■ Work to complete: The entries follow. Copy every line in which "Côtes" appears.

(Data for review Opens)

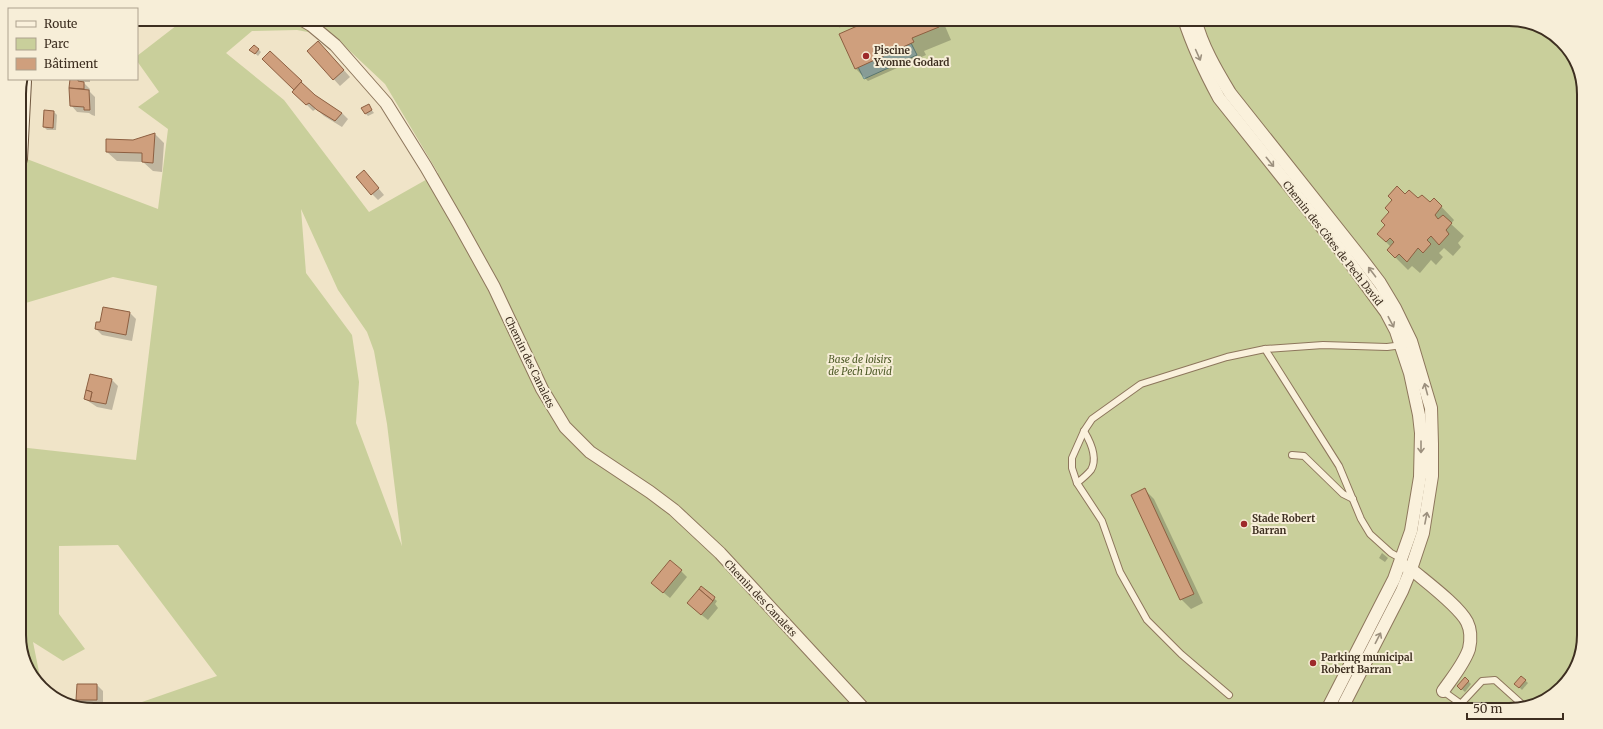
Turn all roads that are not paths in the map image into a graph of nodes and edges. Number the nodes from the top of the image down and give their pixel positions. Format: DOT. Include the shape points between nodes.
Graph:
graph roads {
  1 [pos="312,26"];
  2 [pos="1186,26"];
  3 [pos="1197,26"];
  4 [pos="1406,343"];
  5 [pos="1265,349"];
  6 [pos="1084,431"];
  7 [pos="1292,455"];
  8 [pos="1077,484"];
  9 [pos="1353,499"];
  10 [pos="1406,564"];
  11 [pos="1443,691"];
  12 [pos="1229,695"];
  13 [pos="1519,702"];
  14 [pos="859,703"];
  15 [pos="1331,703"];
  16 [pos="1344,703"];
  17 [pos="1460,703"];
  18 [pos="1462,703"];
  1 -- 14 [label="street, Chemin des Canalets" via="335,45 386,103 466,236 494,287 542,389 565,427 590,452 650,492 697,531"];
  2 -- 4 [label="street, Chemin des Côtes de Pech David, one-way" via="1219,98 1371,291"];
  4 -- 3 [label="street, Chemin des Côtes de Pech David, one-way" via="1395,308 1380,283 1230,93 1214,66"];
  4 -- 5 [label="lane" via="1387,347 1323,345"];
  4 -- 10 [label="street, Chemin des Côtes de Pech David" via="1431,408 1432,476 1423,533"];
  5 -- 6 [label="lane" via="1227,357 1141,384 1092,419"];
  5 -- 9 [label="lane" via="1339,466"];
  6 -- 8 [label="lane" via="1072,458"];
  6 -- 8 [label="lane" via="1094,458 1091,469"];
  7 -- 9 [label="lane" via="1304,456 1343,494"];
  8 -- 12 [label="lane" via="1102,521 1120,572 1148,620 1181,654"];
  9 -- 10 [label="lane" via="1370,534"];
  10 -- 11 [label="street" via="1458,610 1467,622 1470,632 1469,648 1464,660"];
  10 -- 15 [label="street, Chemin des Côtes de Pech David" via="1394,579"];
  16 -- 10 [label="street, Chemin des Côtes de Pech David, one-way" via="1402,591"];
  11 -- 17 [label="lane"];
  13 -- 18 [label="lane" via="1494,680 1482,681"];
}
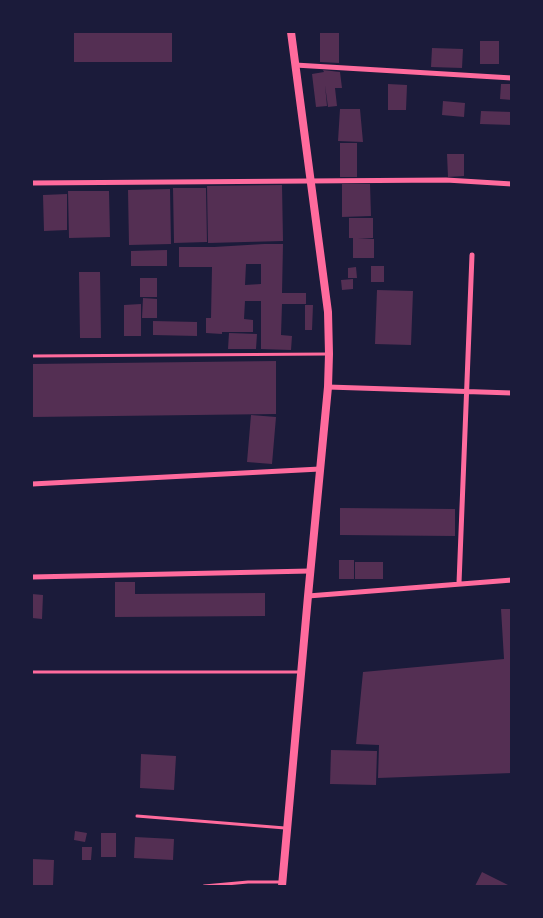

(Data for review Closes)

■ Output for this task:
  2 -- 4 [label="street, Chemin des Côtes de Pech David, one-way" via="1219,98 1371,291"];
  4 -- 3 [label="street, Chemin des Côtes de Pech David, one-way" via="1395,308 1380,283 1230,93 1214,66"];
  4 -- 10 [label="street, Chemin des Côtes de Pech David" via="1431,408 1432,476 1423,533"];
  10 -- 15 [label="street, Chemin des Côtes de Pech David" via="1394,579"];
  16 -- 10 [label="street, Chemin des Côtes de Pech David, one-way" via="1402,591"];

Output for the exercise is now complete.